Could you copy each line of the entries that contains "Բաբաջանյանի"?
====== DATA
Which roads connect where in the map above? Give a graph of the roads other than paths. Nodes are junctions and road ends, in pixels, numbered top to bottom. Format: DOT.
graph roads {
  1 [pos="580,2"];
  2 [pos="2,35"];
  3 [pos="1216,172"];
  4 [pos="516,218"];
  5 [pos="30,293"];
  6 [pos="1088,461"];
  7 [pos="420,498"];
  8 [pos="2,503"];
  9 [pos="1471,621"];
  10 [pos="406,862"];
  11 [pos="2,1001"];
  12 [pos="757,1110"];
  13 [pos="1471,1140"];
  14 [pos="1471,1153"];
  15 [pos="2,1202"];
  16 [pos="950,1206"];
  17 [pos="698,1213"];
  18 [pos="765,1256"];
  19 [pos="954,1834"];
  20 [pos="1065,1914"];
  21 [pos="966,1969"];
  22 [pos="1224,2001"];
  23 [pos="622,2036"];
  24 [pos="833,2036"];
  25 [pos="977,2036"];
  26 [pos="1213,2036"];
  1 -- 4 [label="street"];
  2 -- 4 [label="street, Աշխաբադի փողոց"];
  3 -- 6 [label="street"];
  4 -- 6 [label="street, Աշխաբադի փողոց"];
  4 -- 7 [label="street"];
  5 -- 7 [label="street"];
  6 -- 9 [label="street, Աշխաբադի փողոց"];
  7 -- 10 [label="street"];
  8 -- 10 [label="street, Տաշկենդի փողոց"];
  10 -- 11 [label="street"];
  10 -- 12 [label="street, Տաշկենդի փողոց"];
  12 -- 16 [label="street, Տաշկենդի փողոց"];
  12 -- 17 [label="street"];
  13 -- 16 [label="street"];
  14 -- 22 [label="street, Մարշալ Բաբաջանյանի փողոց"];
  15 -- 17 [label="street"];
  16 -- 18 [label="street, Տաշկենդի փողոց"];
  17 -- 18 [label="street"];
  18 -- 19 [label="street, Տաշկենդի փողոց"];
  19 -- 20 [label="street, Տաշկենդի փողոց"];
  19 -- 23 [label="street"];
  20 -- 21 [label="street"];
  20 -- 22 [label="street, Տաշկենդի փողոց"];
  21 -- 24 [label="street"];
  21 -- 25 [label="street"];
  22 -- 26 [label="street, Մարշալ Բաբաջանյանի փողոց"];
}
============
====== DATA
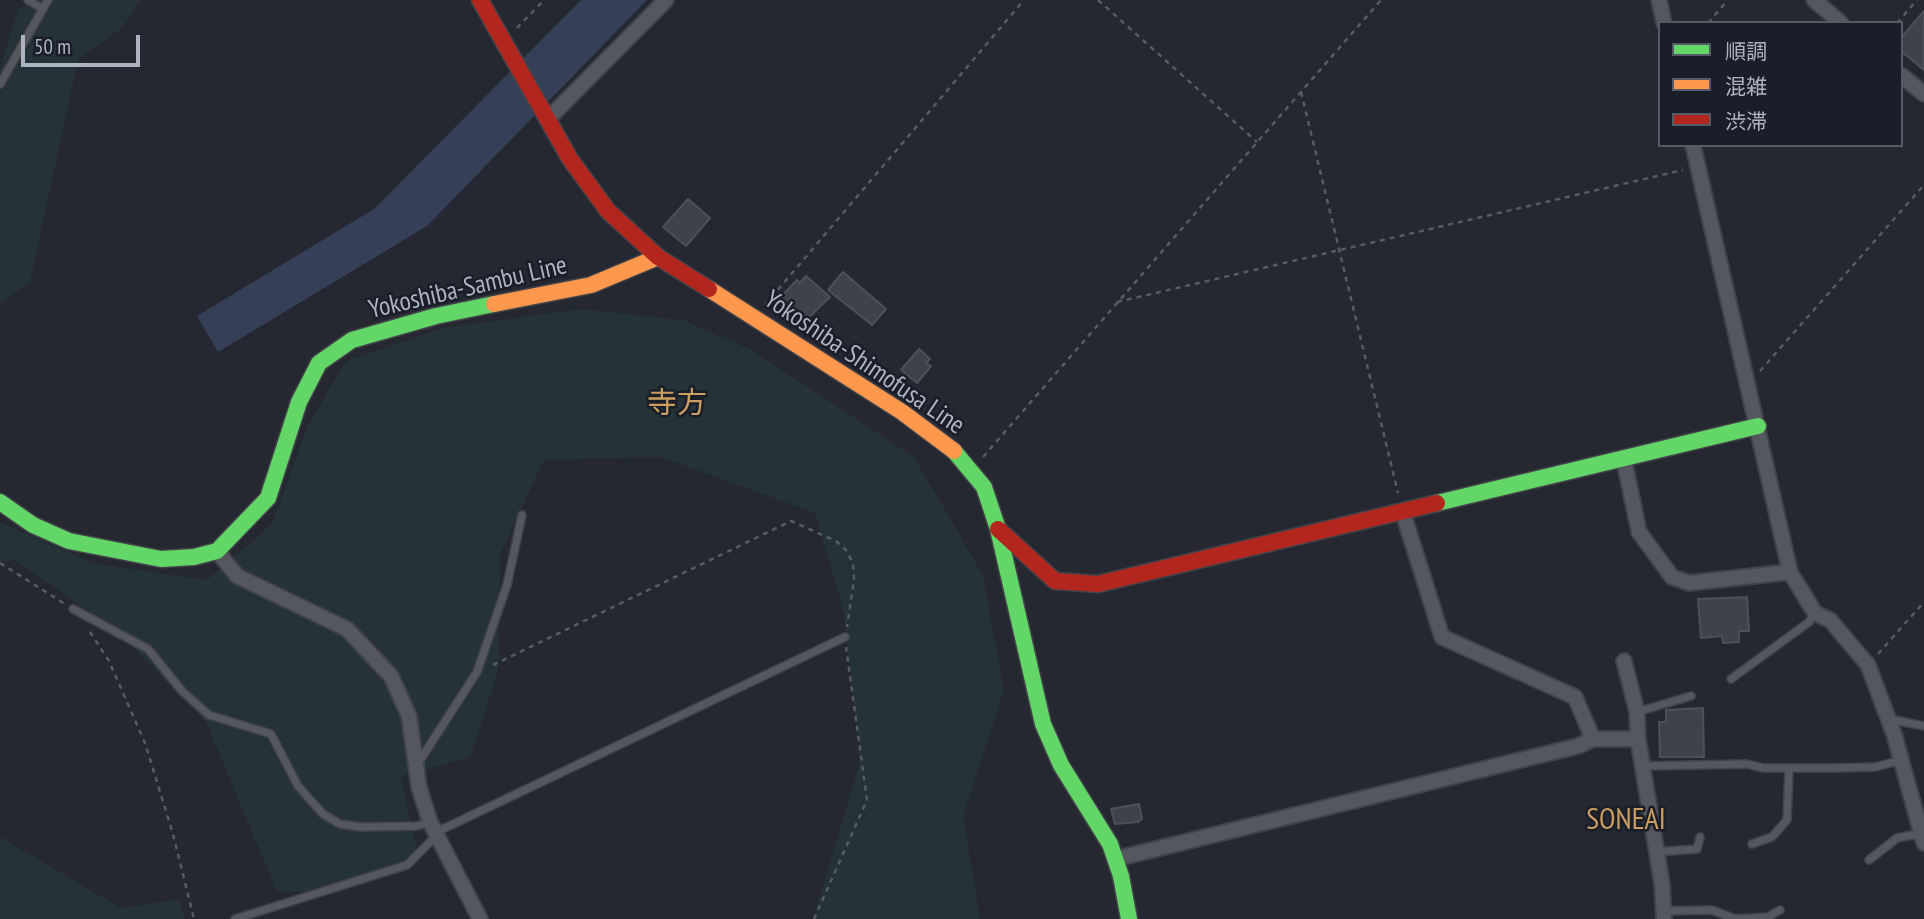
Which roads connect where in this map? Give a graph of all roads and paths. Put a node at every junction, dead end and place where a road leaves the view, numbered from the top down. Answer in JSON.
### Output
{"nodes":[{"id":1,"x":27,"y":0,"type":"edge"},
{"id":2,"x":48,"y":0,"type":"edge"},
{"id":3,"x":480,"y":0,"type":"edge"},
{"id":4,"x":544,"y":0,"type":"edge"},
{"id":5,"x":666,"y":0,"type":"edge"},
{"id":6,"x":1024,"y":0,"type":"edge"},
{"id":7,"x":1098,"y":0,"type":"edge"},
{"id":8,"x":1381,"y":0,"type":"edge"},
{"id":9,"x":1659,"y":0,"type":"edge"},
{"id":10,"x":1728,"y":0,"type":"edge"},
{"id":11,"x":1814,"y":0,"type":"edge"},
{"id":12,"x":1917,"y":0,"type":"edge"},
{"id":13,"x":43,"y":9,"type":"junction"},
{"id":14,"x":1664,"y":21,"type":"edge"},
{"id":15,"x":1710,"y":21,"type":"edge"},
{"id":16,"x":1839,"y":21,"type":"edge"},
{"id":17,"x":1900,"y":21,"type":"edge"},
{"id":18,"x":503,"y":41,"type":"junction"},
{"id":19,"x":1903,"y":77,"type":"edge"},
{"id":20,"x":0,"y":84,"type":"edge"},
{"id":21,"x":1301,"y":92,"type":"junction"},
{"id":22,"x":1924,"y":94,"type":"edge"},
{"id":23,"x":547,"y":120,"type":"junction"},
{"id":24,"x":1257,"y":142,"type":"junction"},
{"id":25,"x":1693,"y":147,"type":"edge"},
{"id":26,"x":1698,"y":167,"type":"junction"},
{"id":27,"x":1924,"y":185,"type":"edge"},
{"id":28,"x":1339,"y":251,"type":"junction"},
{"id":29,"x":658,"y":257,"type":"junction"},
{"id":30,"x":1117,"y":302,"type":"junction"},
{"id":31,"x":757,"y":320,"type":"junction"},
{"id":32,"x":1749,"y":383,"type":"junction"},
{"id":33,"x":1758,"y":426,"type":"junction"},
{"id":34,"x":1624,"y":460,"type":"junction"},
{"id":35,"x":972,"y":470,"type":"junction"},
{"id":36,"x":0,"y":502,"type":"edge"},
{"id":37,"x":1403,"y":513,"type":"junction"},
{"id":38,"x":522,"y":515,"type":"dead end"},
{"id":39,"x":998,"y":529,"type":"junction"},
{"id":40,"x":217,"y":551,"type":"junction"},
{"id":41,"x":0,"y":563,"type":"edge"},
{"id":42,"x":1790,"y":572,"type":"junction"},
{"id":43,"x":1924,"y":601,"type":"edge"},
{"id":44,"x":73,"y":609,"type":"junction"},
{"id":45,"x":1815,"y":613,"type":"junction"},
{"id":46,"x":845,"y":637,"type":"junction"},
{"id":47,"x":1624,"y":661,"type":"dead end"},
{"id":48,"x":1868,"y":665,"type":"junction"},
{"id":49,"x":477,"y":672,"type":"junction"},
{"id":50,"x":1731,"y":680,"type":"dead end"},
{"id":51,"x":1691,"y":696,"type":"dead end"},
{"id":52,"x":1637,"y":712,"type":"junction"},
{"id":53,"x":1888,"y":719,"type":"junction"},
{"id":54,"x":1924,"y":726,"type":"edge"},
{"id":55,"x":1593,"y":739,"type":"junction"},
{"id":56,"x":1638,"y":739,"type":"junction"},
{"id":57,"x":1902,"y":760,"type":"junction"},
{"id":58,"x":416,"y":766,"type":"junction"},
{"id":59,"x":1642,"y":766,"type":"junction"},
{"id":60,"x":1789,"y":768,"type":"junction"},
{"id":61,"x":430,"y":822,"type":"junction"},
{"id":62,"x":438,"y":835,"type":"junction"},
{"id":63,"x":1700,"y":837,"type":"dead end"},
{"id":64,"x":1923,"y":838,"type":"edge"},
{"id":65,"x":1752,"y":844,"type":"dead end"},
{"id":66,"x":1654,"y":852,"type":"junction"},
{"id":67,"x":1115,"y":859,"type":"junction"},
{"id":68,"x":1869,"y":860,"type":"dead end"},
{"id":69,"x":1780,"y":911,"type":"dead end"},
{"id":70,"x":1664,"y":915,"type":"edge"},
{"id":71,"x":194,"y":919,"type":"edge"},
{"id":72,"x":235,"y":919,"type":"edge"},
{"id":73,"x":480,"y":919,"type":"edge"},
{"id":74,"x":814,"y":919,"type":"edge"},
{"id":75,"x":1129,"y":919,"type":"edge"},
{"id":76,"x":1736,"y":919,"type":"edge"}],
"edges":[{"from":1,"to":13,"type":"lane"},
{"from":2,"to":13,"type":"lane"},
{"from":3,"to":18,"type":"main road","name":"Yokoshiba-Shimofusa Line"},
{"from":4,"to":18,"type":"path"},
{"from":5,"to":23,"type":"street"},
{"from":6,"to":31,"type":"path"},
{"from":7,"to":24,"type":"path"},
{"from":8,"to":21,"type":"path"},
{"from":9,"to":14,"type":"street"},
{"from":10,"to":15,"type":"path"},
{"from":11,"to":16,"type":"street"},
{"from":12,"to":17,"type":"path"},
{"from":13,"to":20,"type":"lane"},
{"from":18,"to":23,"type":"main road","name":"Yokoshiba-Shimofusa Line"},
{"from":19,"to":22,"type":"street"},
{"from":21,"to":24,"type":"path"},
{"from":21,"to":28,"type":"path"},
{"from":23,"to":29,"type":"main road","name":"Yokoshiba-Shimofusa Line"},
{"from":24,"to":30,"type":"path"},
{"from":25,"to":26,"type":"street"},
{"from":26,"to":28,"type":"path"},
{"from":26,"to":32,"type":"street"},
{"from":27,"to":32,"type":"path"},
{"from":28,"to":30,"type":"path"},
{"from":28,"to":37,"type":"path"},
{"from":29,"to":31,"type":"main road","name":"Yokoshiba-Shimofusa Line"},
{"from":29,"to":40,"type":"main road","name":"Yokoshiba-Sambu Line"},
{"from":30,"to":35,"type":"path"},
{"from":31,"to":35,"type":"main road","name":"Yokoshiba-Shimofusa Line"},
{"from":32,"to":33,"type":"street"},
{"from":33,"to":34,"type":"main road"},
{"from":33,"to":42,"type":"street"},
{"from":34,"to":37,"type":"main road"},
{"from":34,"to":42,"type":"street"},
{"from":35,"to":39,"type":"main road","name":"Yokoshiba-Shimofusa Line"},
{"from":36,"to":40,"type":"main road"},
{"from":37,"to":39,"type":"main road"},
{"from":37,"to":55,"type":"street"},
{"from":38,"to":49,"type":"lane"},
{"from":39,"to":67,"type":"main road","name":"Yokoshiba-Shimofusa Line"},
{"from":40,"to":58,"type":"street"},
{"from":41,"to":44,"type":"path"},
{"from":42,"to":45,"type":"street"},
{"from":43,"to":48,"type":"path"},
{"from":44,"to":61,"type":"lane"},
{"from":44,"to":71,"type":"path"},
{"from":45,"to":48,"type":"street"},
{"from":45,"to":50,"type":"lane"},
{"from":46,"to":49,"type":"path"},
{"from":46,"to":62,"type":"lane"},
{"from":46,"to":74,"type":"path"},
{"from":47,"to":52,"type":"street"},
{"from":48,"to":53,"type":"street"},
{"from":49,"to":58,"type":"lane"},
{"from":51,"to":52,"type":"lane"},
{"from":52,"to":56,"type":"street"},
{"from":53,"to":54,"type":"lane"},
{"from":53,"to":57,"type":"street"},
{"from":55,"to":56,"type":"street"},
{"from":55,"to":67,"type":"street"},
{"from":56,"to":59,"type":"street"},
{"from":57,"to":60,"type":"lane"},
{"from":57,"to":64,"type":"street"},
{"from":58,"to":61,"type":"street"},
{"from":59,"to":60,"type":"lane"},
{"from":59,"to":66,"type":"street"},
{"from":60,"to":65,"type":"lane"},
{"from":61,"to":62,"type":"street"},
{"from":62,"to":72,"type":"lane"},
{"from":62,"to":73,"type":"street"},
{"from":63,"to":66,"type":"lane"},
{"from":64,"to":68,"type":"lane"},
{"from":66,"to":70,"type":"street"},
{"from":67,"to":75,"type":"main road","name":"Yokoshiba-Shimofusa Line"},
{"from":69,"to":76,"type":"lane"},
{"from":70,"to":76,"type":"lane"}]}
============
- [SOLUTION TO THE PROBLEM]:
  14 -- 22 [label="street, Մարշալ Բաբաջանյանի փողոց"];
  22 -- 26 [label="street, Մարշալ Բաբաջանյանի փողոց"];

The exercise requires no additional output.